Adelaide Football Club is proposing to build its $65 million headquarters in the Adelaide Parklands in North Adelaide, but has faced criticism over the public consultation process and a lack of detailed plans.

To be built at the site of the existing Adelaide Aquatic Centre, the complex would incorporate an Olympic-sized public swimming pool, a children’s play area and unfenced ovals as part of an “integrated sports, aquatic and community centre.”

Following the criticism, the football club released new renders of the project, which reveal a two-storey, slightly curvilinear structure facing onto an oval. The renders were prepared by Adelaide practice City Collective, which has been working on site identification and master planning for the project since 2016. The club has not confirmed whether an architect has been appointed for the building’s design.

In late 2019, Adelaide councillors blasted the club over the secrecy behind the plans, with councillor Mary Couros saying it was creating “chaos,” according to The Advertiser.

The Adelaide Football Club's sport and community centre proposal.

The Adelaide Football Club’s sport and community centre proposal.

Image: City Collective

On 10 February 2020, councillors voted to extend a period of community consultation from February 19 to March 11, with some councillors describing the existing consultation process as inadequate and even “pathetic” for what is a controversial project.

Council also received advice from the Adelaide Park Lands Authority that the training, administrative and commercial components of the proposal appear “potentially inconsistent” with statutory principles guiding parkland usage, in particular “that the parklands exist for the public benefit of the people of South Australia.”

Speaking to Adelaide radio station Five AA, Adelaide Football Club chief executive Andrew Fagan reiterated that the aquatic centre would remain dedicated to public use and noted that the design could potentially reduce the footprint of the existing building. “If we can take that old building and turn it into a new building that is befitting of the parklands environment, we can do it all on the same footprint, we can activate the parklands for more people to use and to experience,” he said.

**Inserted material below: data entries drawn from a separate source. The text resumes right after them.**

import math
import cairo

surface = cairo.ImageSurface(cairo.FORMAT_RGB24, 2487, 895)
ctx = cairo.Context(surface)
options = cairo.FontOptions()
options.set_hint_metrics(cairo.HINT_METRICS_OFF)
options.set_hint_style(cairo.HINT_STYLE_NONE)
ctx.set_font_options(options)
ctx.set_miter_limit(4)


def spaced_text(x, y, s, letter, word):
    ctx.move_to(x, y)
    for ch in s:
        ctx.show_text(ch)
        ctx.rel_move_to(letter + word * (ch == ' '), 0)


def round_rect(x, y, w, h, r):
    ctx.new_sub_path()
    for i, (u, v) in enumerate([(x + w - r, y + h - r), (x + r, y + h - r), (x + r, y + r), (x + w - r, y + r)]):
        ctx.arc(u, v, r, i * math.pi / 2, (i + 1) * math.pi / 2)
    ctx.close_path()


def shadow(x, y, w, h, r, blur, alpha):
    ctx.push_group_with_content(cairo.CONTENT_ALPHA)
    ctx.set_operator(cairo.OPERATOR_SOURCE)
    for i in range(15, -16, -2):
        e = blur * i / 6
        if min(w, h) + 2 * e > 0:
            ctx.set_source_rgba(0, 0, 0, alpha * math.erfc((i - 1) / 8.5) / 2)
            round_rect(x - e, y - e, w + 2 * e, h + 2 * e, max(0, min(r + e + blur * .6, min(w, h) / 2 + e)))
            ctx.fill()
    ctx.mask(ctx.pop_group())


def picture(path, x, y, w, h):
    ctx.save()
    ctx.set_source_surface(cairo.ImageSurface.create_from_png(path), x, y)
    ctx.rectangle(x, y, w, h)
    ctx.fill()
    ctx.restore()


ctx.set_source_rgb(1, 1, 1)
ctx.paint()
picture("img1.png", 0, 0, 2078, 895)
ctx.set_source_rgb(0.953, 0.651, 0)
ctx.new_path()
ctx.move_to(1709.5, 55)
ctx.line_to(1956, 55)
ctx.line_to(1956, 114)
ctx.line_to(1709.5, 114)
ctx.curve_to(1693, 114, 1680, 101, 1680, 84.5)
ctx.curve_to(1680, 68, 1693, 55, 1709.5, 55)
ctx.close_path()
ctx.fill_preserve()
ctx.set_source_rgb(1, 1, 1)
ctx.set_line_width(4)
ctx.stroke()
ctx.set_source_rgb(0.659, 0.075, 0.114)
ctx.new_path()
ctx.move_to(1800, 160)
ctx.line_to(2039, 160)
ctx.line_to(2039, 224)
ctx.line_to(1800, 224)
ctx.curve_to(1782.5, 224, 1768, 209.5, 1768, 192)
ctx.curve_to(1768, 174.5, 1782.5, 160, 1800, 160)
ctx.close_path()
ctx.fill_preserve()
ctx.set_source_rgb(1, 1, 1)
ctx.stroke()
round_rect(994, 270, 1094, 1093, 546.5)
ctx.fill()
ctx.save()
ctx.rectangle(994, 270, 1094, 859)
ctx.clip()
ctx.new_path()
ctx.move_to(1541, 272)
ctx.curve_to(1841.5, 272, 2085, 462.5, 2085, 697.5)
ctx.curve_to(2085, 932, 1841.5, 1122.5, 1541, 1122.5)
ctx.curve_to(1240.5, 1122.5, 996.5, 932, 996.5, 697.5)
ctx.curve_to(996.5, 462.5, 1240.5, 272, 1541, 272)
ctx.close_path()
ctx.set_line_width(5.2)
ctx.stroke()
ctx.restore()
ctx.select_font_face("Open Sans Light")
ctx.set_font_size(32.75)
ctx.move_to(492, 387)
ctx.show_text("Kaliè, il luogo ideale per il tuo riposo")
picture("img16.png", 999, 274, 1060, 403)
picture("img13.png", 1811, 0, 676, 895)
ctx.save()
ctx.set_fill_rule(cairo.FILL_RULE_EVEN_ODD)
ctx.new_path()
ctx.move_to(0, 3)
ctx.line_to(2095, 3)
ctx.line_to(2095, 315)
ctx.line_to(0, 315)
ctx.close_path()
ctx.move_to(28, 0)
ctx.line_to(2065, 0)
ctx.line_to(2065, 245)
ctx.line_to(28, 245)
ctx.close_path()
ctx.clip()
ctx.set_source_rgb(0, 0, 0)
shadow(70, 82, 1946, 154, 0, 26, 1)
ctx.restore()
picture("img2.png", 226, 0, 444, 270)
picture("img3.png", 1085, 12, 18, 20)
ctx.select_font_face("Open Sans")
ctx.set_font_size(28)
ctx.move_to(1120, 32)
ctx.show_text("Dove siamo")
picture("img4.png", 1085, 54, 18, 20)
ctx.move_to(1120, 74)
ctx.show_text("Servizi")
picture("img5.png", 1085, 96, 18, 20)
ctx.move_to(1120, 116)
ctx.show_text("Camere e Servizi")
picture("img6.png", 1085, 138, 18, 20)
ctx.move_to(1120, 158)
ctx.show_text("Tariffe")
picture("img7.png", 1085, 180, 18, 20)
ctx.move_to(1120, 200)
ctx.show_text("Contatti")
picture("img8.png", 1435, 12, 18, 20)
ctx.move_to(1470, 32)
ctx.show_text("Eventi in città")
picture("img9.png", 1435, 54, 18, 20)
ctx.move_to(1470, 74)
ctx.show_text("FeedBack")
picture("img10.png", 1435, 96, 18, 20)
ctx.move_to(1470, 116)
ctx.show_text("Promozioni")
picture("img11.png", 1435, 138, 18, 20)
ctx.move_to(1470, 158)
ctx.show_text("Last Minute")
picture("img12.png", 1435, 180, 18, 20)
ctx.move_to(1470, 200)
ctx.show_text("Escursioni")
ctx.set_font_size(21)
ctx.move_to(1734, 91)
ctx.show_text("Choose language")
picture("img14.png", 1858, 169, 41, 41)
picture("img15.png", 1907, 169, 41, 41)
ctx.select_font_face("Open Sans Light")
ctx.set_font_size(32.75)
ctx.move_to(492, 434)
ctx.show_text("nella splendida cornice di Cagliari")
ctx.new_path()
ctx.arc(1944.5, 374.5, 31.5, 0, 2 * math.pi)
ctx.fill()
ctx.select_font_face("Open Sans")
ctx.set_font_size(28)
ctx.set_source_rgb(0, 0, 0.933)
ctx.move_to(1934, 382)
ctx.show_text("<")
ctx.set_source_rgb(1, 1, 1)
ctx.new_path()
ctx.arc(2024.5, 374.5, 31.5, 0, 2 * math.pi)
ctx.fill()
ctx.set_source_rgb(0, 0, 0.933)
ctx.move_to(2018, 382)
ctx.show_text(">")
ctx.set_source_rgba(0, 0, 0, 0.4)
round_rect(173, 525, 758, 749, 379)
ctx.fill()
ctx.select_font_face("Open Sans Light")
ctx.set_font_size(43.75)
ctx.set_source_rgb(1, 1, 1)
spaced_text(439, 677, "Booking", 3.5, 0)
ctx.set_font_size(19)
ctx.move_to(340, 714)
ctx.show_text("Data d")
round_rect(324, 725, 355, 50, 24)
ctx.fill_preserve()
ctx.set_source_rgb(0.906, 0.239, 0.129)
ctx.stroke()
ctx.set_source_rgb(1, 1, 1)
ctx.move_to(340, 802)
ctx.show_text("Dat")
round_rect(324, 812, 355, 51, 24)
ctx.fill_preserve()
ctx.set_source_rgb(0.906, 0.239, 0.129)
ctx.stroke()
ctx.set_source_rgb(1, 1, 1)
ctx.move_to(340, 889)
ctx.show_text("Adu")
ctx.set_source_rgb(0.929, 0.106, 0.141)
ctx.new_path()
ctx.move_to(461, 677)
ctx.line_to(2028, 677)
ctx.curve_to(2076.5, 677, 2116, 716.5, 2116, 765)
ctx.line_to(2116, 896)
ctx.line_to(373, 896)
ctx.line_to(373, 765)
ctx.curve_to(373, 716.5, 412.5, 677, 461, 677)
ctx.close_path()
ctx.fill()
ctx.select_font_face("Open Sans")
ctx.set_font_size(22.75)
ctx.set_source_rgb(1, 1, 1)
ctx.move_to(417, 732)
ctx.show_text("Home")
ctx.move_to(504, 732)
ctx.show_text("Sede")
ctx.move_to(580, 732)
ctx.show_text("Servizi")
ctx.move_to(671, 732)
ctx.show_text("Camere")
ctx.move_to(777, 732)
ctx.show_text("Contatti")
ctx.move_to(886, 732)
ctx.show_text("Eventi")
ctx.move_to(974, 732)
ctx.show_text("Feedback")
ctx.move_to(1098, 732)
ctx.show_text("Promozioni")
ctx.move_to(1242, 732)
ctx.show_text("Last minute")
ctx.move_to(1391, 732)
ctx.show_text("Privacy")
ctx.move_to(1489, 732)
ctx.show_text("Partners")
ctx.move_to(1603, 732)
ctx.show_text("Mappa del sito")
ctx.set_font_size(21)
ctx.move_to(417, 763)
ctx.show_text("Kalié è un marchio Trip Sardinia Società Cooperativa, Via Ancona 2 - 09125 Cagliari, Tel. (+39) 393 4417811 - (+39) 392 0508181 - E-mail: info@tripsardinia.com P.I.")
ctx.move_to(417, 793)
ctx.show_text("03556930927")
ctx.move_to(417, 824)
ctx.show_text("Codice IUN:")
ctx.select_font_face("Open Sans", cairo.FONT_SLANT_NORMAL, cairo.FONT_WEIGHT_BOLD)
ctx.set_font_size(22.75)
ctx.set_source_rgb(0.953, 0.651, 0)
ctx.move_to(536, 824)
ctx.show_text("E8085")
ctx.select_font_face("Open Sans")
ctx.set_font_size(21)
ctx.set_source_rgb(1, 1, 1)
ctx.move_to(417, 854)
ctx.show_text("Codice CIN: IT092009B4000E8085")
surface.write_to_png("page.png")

The draft proposal currently on exhibition describes the existing Aquatic Centre, as “an ageing facility, potentially at the end of its life cycle.”

It says the new sport and community centre would provide “a walkable community inspired by nature, history and art, with seamless integration within the parklands surrounds.”

The football club’s current headquarters are in West Lakes, around 10 kilometres out of the city centre, but the AFL team now plays its home games at the Adelaide Oval in North Adelaide, which was redeveloped by Cox Architecture in association with Walter Brooke and Hames Sharley in 2014.

Moving the club’s headquarters to North Adelaide would, according to the draft proposal, “further grow and establish the Adelaide Football Club’s numerous junior, female, Indigenous and multicultural programs [and] enhance Adelaide’s sporting heart in the city.”